Soirée magique avec Loreena McKennitt au Grand Rex

par fatizo
jeudi 16 mars 2017

Hier soir se produisait au Grand Rex l’artiste canadienne Loreena McKennitt.

Née le 17 février 1957 de parents d’origine écossaise et irlandaise, très tôt, elle manifeste de l’intérêt pour le folklore de ses ancêtres. La musique et la danse d’influence celtique la captivent ;notamment les premières productions d’Alan Stivell . Elle sort son premier album en 1985, Elemental », qu’elle distribue par ses propres moyens.On y trouve un poème de Yeats qu’elle a mis en musique, « The Stolen Child ».

Sa voix particulière, ainsi que ses multiples talents de musicienne, puisqu’elle joue de la harpe, du piano et de l’accordéon, la font rapidement connaître et les albums se succèdent avec un succès grandissant.

A cette époque, elle assure la première partie de Mike Oldfield. D’ailleurs on trouve des similitudes dans les deux univers musicaux.

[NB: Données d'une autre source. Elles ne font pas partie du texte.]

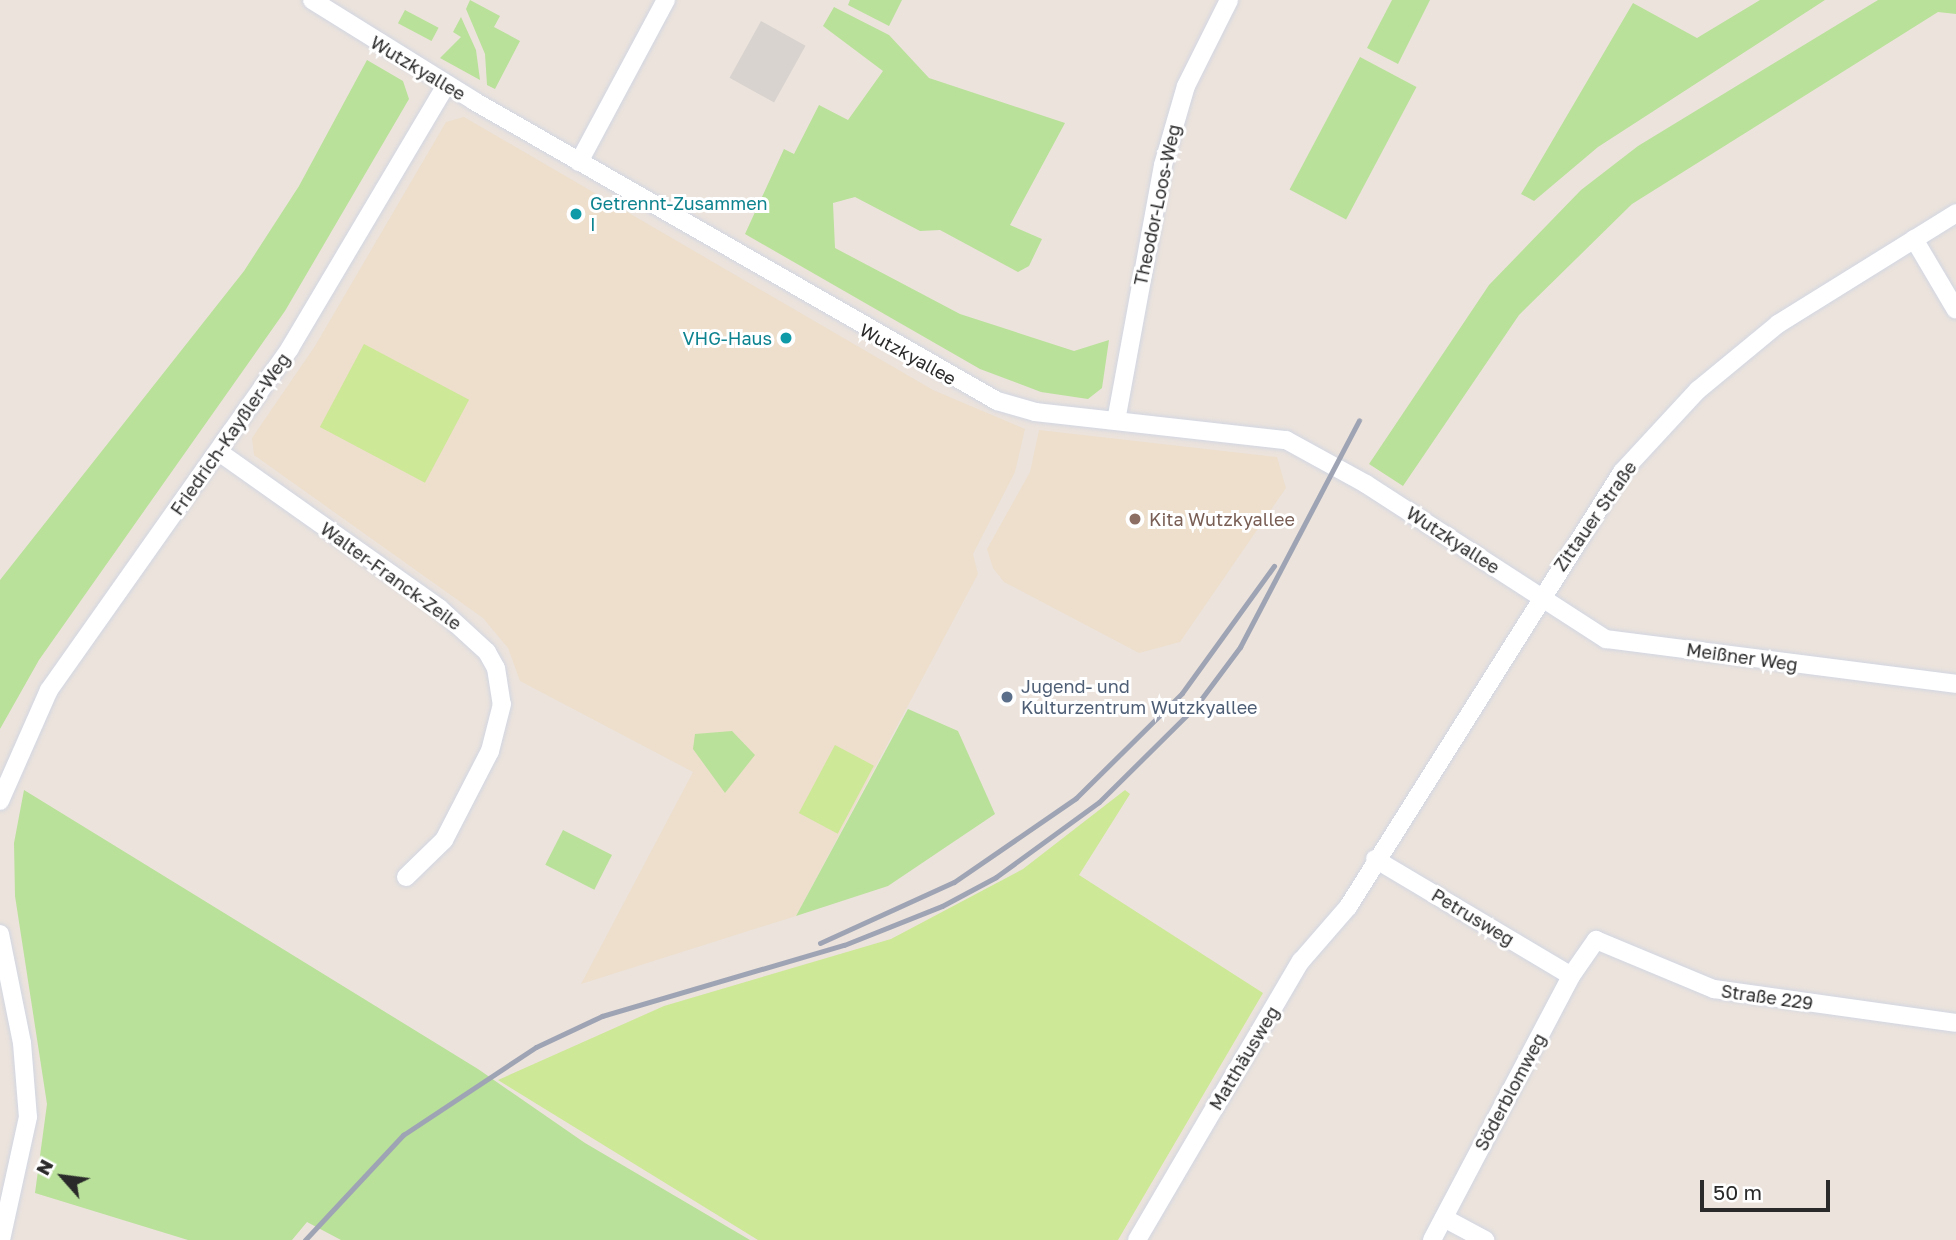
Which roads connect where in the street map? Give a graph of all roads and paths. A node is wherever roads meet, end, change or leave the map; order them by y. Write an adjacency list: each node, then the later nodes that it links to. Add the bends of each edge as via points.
1 (312, 0): 4 (street, Wutzkyallee)
2 (666, 0): 5 (street)
3 (1228, 0): 9 (street, Theodor-Loos-Weg, via 1200,53 1173,127)
4 (446, 85): 5 (street, Wutzkyallee); 10 (street, Friedrich-Kayßler-Weg, via 317,305)
5 (579, 162): 9 (street, Wutzkyallee, via 969,388 1035,412)
6 (1956, 213): 7 (street, Zittauer Straße)
7 (1914, 239): 8 (street); 11 (street, Zittauer Straße, via 1798,310 1698,390 1622,472)
8 (1956, 310)
9 (1116, 421): 11 (street, Wutzkyallee, via 1286,440 1366,484)
10 (219, 453): 13 (street, Friedrich-Kayßler-Weg, via 49,690 6,778); 15 (street, Walter-Franck-Zeile, via 439,608 487,652 496,668 502,704 490,751 444,840)
11 (1541, 597): 12 (street, Meißner Weg, via 1606,639); 14 (street, Zittauer Straße)
12 (1956, 684)
13 (0, 801)
14 (1376, 859): 16 (street, Zittauer Straße); 19 (street, Petrusweg)
15 (406, 877)
16 (1362, 883): 22 (street, Matthäusweg, via 1301,961)
17 (0, 934): 23 (street, via 27,1106 18,1181)
18 (1588, 946): 19 (street, Söderblomweg); 20 (street, Straße 229, via 1608,942 1714,989)
19 (1571, 976): 21 (street, Söderblomweg)
20 (1956, 1023)
21 (1444, 1218): 24 (street, Söderblomweg); 25 (street)
22 (1140, 1239)
23 (1, 1240)
24 (1432, 1240)
25 (1485, 1240)

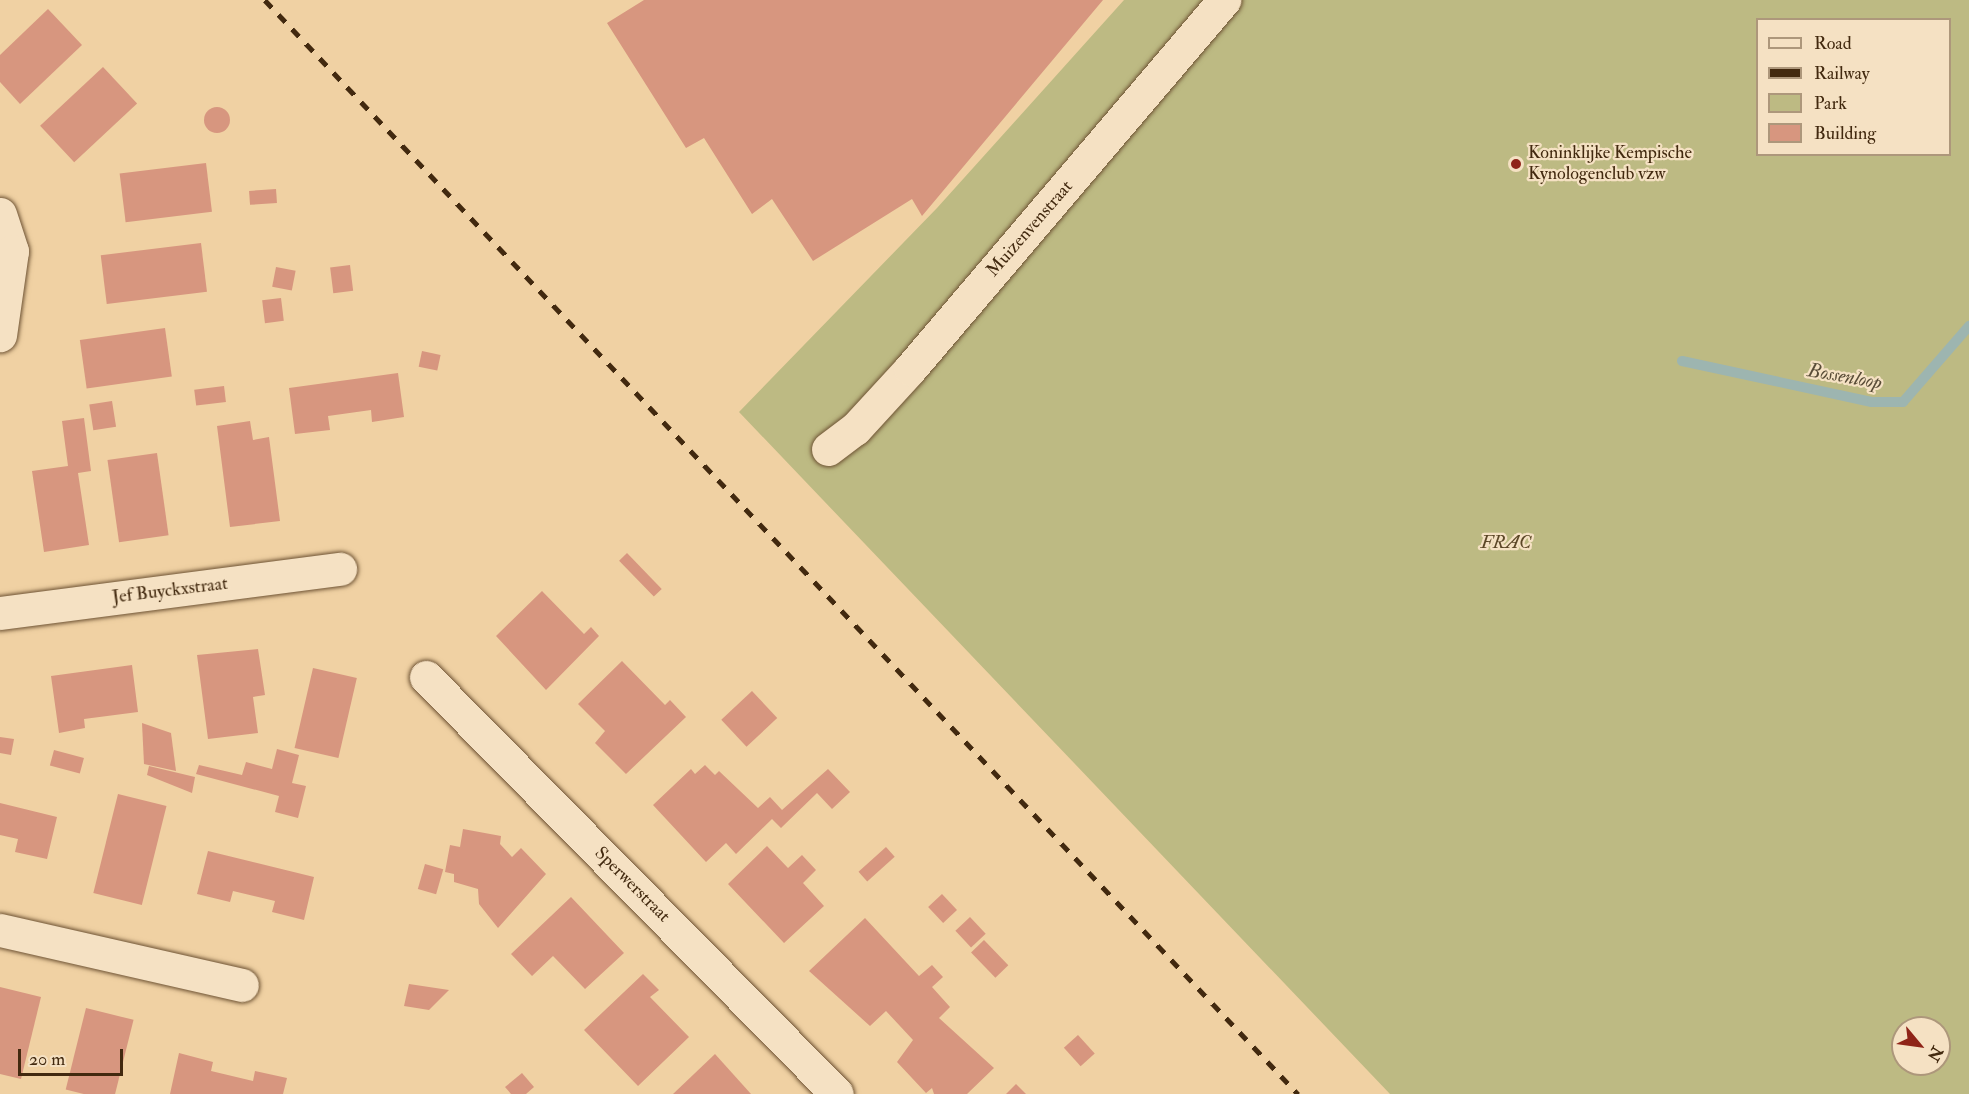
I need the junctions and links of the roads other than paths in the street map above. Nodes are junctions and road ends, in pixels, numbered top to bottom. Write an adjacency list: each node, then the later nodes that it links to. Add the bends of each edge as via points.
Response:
1 (1224, 0): 4 (street, Muizenvenstraat, via 910,369 855,429)
2 (0, 214): 3 (street, via 12,251)
3 (0, 335)
4 (828, 449)
5 (340, 569): 6 (street, Jef Buyckxstraat)
6 (0, 613)
7 (426, 677): 10 (street, Sperwerstraat)
8 (0, 930): 9 (street)
9 (242, 985)
10 (837, 1094)

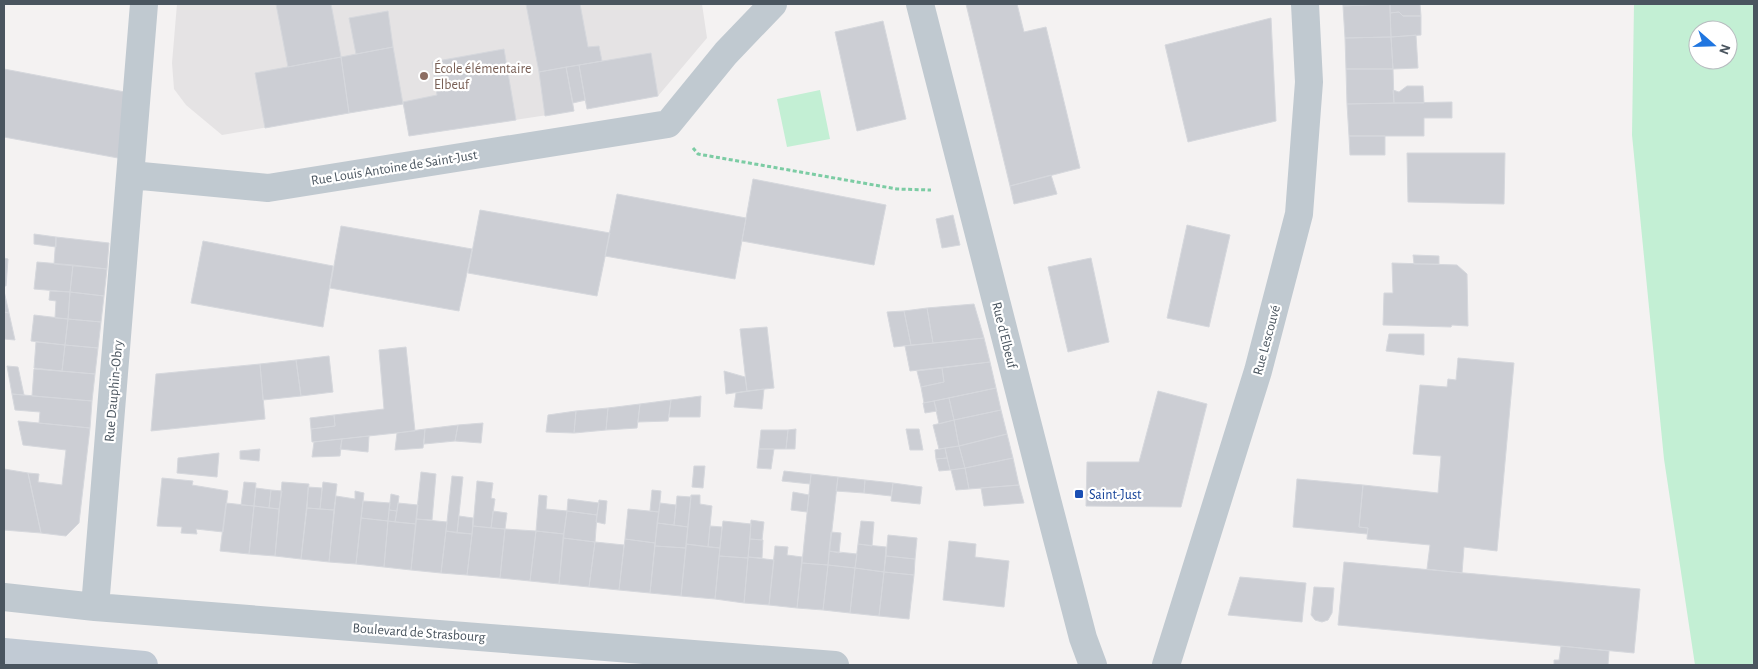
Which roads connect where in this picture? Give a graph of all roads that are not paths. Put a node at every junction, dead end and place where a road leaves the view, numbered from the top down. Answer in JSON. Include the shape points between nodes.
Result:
{"nodes":[{"id":1,"x":144,"y":4,"type":"edge"},
{"id":2,"x":773,"y":4,"type":"edge"},
{"id":3,"x":920,"y":4,"type":"edge"},
{"id":4,"x":1305,"y":4,"type":"edge"},
{"id":5,"x":131,"y":175,"type":"junction"},
{"id":6,"x":4,"y":597,"type":"edge"},
{"id":7,"x":95,"y":607,"type":"junction"},
{"id":8,"x":4,"y":652,"type":"edge"},
{"id":9,"x":144,"y":665,"type":"edge"},
{"id":10,"x":834,"y":665,"type":"edge"},
{"id":11,"x":1093,"y":665,"type":"edge"},
{"id":12,"x":1166,"y":665,"type":"edge"}],
"edges":[{"from":1,"to":5,"type":"street"},
{"from":2,"to":5,"type":"street","name":"Rue Louis Antoine de Saint-Just","via":[[726,53],[668,124],[268,188]]},
{"from":3,"to":11,"type":"street","name":"Rue d'Elbeuf","via":[[1083,638]]},
{"from":4,"to":12,"type":"street","name":"Rue Lescouvé","via":[[1308,82],[1300,214],[1258,371]]},
{"from":5,"to":7,"type":"street","name":"Rue Dauphin-Obry"},
{"from":6,"to":7,"type":"street","name":"Boulevard de Strasbourg"},
{"from":7,"to":10,"type":"street","name":"Boulevard de Strasbourg"},
{"from":8,"to":9,"type":"main road"}]}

« The Mask and Mirror » (1994), et surtout « The book of secrets » (1997), sont incontournables.

Malheureusement toute médiale à son revers. Car si la carrière de Loreena McKennitt est à son sommet, un drame vient la frapper de pleine fouet puisque son compagnon se noie en mer, avec deux autres proches de Loreena, en 1998, dans la baie georgienne.

Après cette tragédie elle se retire de la scène pendant huit longues années.

Ses chansons évoluent au gré de ses voyages, de ses lectures, de ses découvertes.

Pour revenir sur la soirée d’hier, Loreena était entourée du guitariste Brian Hughes, qui a commencé à travailler avec elle en 1987.

Elle était également accompagnée de Caroline Lavelle (violoncelle, flûte à bec, voix), qui a totalement conquis le public présent sur place.

A 3 ou 4 reprises est également apparu un violoniste dans ce concert d’une rare élégance.

Des moments de pure grâce ou l’émotion vous envahi . Un concert ou l’on ne sait plus en quel temps et dans quel lieu nous sommes, que l’on aimerait prolonger bien au-delà d’une soirée.